851 visiteurs en ce moment
(Par Roger Gbégnonvi)
Janvier 2017 nous aura offert trois piques religieuses. Des échauffourées incendiaires après une longue séance de prière sur une place publique avec une foule nombreuse et intense en dévotion. Quelques morts mystérieuses en pleines séances de prières rituelles en petits groupes dans des domiciles privés. Une soudaine montée d’adrénaline chez certains croyants à l’évocation de l’interdiction des prières dans les rues. A cette troisième pique, le Chef de l’Etat réagit : ‘‘Tout ce qui touche à la religion, il faut savoir en parler avec calme.’’
Calme en effet, car l’Etat du Bénin, pilote d’une République laïque, se doit d’être le meilleur garant de l’expression et de la pratique libres de toute religion. De tout athéisme aussi. La République laïque conséquente se veut un haut lieu d’œcuménisme. On ne peut que s’y sentir à l’aise, que l’on adore Dieu ou pas, et quel que soit le Dieu que l’on adore.
Calme en effet, car l’histoire enseigne qu’en matière d’expression et de pratique de la religion, les choses s’ordonnent d’elles-mêmes. Au moyen-âge, quand le Pape régentait le spirituel et le temporel, il n’y en avait que pour le catholicisme romain en Europe, catholicisme qui revendiquait tout l’espace disponible.

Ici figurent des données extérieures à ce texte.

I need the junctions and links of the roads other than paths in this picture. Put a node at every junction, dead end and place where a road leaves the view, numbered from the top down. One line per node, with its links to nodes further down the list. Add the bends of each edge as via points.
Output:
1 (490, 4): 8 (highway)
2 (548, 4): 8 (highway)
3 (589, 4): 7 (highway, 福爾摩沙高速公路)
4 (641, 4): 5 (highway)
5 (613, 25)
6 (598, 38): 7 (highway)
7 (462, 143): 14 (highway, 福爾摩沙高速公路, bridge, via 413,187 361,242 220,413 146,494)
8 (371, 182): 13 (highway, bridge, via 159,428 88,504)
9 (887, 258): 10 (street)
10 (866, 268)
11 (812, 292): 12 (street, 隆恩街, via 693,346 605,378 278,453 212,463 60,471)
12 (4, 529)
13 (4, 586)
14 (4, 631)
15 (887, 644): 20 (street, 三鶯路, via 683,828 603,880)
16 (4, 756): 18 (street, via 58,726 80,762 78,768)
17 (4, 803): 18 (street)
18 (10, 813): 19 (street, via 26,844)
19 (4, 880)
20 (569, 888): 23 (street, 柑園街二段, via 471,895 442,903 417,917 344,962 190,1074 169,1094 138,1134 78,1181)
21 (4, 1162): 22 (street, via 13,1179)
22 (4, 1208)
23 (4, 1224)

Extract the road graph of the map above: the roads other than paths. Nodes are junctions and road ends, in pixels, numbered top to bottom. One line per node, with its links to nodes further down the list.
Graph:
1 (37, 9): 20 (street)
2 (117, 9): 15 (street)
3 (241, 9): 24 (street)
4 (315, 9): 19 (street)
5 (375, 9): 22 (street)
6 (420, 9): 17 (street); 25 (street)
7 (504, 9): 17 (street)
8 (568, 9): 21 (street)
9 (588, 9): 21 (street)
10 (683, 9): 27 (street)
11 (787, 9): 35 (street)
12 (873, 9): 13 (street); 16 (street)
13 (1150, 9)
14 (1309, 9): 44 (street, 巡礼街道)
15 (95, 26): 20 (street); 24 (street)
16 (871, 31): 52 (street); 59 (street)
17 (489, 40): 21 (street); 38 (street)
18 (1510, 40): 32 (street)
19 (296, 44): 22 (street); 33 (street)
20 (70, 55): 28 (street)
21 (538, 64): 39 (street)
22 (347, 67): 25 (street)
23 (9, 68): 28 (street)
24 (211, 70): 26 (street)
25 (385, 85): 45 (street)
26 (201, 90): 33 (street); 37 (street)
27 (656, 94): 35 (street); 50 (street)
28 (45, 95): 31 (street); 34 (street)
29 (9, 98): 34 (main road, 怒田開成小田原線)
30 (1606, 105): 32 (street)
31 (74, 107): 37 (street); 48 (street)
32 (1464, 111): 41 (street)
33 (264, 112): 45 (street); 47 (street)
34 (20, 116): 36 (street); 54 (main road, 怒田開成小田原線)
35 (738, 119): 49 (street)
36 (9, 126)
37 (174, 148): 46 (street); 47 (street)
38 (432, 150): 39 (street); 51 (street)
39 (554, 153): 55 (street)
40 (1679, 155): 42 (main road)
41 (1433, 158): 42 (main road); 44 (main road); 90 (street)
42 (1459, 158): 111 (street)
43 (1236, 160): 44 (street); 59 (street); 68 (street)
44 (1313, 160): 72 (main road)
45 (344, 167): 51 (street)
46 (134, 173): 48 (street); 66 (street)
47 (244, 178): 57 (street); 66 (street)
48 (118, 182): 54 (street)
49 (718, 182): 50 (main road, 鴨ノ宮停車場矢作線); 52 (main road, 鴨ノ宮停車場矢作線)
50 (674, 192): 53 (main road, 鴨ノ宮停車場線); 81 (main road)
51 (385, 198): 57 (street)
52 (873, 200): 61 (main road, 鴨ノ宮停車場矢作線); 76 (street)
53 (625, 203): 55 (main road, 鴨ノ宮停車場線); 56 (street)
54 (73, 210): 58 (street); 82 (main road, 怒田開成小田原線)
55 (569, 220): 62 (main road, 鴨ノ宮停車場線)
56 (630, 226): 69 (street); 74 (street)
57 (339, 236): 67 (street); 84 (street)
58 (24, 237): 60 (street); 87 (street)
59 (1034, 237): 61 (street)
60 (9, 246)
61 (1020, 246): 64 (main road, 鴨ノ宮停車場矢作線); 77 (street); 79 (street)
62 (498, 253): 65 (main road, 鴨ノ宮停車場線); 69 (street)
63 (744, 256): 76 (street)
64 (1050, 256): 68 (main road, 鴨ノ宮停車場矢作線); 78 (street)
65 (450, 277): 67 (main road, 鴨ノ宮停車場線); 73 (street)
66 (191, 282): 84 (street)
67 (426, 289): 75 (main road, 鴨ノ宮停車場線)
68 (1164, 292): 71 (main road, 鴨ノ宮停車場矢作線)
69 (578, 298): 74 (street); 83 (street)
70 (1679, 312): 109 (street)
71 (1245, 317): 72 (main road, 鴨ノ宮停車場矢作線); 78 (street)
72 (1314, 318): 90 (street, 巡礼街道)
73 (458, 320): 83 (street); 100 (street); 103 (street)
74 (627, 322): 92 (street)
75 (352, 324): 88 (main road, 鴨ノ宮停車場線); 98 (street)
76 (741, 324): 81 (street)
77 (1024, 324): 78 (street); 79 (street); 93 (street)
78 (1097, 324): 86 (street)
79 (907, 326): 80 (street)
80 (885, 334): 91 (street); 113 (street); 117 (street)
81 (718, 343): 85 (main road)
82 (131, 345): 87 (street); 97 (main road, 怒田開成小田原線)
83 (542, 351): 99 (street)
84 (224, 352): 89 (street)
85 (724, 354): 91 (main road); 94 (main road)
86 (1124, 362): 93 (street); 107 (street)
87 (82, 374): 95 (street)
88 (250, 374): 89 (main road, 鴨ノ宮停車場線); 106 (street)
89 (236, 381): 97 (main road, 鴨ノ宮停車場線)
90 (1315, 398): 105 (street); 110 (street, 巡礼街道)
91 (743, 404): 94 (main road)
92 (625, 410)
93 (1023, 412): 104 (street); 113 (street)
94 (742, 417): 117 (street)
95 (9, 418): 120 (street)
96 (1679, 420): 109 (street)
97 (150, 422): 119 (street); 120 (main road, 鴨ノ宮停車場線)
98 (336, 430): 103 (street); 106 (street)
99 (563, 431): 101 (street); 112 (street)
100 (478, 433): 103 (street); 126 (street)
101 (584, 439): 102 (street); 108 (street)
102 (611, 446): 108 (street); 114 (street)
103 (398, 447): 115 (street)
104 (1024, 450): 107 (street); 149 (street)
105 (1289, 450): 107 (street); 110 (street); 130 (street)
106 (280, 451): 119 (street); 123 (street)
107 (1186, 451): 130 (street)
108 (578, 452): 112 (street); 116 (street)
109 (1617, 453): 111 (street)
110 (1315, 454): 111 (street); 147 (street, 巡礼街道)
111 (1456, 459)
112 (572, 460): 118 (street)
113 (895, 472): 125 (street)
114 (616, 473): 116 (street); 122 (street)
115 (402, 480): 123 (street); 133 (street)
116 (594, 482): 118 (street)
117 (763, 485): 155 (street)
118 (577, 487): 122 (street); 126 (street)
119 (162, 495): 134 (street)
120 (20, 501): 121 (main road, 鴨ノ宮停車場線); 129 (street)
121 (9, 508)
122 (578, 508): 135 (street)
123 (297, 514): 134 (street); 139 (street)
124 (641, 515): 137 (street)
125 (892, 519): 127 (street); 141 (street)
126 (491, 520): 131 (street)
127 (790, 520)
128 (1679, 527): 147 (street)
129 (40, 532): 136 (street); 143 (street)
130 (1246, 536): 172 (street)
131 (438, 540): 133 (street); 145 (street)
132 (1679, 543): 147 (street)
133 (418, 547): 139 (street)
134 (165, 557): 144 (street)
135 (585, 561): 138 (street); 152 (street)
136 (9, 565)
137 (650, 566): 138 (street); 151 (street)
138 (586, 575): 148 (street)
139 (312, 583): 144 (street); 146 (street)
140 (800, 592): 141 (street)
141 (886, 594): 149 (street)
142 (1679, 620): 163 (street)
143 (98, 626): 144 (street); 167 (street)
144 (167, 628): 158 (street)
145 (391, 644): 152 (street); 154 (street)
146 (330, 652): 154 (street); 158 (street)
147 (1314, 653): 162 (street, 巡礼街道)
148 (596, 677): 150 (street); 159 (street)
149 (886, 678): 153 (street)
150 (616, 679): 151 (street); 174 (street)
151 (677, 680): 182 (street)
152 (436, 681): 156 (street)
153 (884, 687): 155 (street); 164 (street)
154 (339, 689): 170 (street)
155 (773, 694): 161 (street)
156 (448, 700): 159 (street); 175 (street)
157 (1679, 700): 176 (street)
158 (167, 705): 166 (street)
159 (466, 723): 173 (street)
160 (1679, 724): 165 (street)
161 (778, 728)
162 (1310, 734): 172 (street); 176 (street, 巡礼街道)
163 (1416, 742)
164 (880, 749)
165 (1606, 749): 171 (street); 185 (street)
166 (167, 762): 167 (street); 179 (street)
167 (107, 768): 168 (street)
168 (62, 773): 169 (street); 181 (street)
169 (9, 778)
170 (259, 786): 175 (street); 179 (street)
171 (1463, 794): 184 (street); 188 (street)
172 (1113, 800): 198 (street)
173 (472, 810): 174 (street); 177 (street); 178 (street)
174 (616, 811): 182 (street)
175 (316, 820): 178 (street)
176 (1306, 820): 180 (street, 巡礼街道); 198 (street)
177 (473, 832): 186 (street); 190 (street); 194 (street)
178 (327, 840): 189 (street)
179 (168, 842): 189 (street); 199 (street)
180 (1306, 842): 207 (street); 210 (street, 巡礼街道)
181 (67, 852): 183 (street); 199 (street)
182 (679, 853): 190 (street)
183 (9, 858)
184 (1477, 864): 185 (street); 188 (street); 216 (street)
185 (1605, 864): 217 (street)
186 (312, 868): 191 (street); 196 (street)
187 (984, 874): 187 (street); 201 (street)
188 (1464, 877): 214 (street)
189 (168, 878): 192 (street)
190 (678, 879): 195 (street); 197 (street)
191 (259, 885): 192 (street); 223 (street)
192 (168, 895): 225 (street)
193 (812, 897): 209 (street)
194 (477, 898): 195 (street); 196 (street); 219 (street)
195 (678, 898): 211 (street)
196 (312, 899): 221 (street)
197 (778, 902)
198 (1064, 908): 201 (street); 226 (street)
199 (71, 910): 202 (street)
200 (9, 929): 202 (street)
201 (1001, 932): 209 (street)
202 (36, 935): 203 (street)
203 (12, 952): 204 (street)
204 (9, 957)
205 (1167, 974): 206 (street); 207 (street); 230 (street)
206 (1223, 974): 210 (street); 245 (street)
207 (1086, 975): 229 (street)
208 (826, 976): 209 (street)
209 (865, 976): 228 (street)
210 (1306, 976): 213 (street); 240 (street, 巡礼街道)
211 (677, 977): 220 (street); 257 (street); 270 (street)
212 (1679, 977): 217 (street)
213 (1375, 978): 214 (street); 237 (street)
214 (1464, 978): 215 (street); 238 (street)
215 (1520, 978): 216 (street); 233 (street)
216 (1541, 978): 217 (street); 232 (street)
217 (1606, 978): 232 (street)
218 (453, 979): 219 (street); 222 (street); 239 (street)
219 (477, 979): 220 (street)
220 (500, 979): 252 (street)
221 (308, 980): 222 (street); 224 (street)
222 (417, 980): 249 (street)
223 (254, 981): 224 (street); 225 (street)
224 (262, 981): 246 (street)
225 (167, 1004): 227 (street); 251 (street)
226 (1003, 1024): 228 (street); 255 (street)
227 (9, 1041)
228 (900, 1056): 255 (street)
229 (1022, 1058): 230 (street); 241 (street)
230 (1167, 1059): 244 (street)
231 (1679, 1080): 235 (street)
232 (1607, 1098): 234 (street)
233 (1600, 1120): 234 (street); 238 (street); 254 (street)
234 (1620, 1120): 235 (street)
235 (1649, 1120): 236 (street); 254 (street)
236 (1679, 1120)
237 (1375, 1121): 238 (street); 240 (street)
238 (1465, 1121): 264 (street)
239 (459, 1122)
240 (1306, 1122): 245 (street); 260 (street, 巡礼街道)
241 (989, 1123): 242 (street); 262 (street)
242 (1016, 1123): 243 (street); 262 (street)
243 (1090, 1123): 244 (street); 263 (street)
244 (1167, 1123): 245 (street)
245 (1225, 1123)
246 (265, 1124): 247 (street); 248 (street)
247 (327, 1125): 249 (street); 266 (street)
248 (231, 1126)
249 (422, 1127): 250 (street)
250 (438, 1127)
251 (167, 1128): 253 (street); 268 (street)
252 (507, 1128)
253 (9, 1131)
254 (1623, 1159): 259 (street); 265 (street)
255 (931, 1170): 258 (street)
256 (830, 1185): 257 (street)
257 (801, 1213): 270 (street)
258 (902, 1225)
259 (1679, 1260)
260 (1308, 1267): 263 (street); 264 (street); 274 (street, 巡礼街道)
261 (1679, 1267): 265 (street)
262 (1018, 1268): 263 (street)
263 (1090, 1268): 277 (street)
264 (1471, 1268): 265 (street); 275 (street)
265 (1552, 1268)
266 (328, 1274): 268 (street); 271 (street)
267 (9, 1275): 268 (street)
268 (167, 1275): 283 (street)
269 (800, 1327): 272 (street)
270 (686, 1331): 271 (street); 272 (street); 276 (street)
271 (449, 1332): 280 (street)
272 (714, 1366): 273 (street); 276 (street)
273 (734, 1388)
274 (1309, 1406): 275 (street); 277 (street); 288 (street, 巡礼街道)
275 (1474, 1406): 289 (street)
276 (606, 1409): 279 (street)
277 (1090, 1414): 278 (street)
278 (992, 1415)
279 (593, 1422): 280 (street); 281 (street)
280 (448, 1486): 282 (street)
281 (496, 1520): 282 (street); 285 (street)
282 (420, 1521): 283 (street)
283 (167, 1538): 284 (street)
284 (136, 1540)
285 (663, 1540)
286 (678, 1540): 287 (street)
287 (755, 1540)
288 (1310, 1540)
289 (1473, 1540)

Processions de la Vierge, du Saint-Sacrement, du Sacré-Cœur, etc., prenaient possession des rues, sanctifiées dès lors autant qu’embaumées par les prières et l’encens montant vers le Trône de Dieu pour sa plus grande gloire. Pendant ce temps, venaient à l’existence Gutenberg et son imprimerie, la Renaissance et son esprit critique, Luther et sa révolte, Voltaire et ses lumières, Fleming et sa pénicilline, et la campagne s’urbanisait, et la mortalité infantile décroissait, etc., tant et si bien qu’en ce XXIème siècle, l’expression et la pratique religieuses en Europe se font à l’intérieur des lieux conçus expressément pour elles. Loin de s’en plaindre, les croyants s’en félicitent.
Au Bénin, où l’on considère qu’aucune religion n’a l’exclusivité de Dieu, les religions endogènes et les religions importées vivent en bonne intelligence et, quand elles débordent de leurs couvents et temples dans les rues, elles s’y côtoient sans prétention ni aucune forme d’arrogance. Ainsi, c’est dans le halo du vaudou que Porto-Novo s’identifie à l’Epiphanie, Grand-Popo à la Pentecôte, Savalou à l’Assomption, Ouidah à l’Immaculée Conception, etc., pour attester qu’au Bénin, la religion a droit de cité et pignon sur rue.
Mais que nul ne s’y trompe, les mêmes causes produisant les mêmes effets, il en sera au Bénin comme en Europe en matière d’expression et de pratique religieuses. Aucun mimétisme, mais simple pragmatisme. On ne pourra pas toujours processionner en foules compactes et dévotes dans les rues de nos villes pour le long Chemin de Croix du Vendredi-Saint, ni s’étaler au bord des rues pour la Prière du milieu du jour ; les morts, revenus en puissance et gloire, ne danseront plus dans les rues car, la démographie, l’habitat, les voitures, etc., ne laisseront plus de place pour de telles festivités. Leurs organisateurs devront peut-être louer à l’Etat ou aux municipalités certains grands espaces clôturés, tels les terrains de sport, pour les manifestations religieuses á grand renfort de foules dévotes. C’est pour aujourd’hui. Car les évolutions, étalées sur des siècles en Europe, se réaliseront au Bénin le temps de dormir et de se réveiller, à cause de l’accélération de l’histoire.
Gouverner, c’est prévoir. En envisageant, ‘‘avec calme’’, d’interdire que l’on continue de transformer les rues en oratoires, le Gouvernement ne fait que préparer les esprits à ce qu’il faut bien appeler une fatalité de l’histoire. Ce à quoi il faut bien ajouter que, à son corps défendant, l’Etat renforce la théologie mystique, laquelle invite les croyants á servir Dieu en son temple et surtout dans leur cœur, votre cœur pouvant être le seul temple authentique de Dieu, lorsque Lui, que ‘‘nul n’a jamais vu’’, vous a fait la grâce de croire en son existence.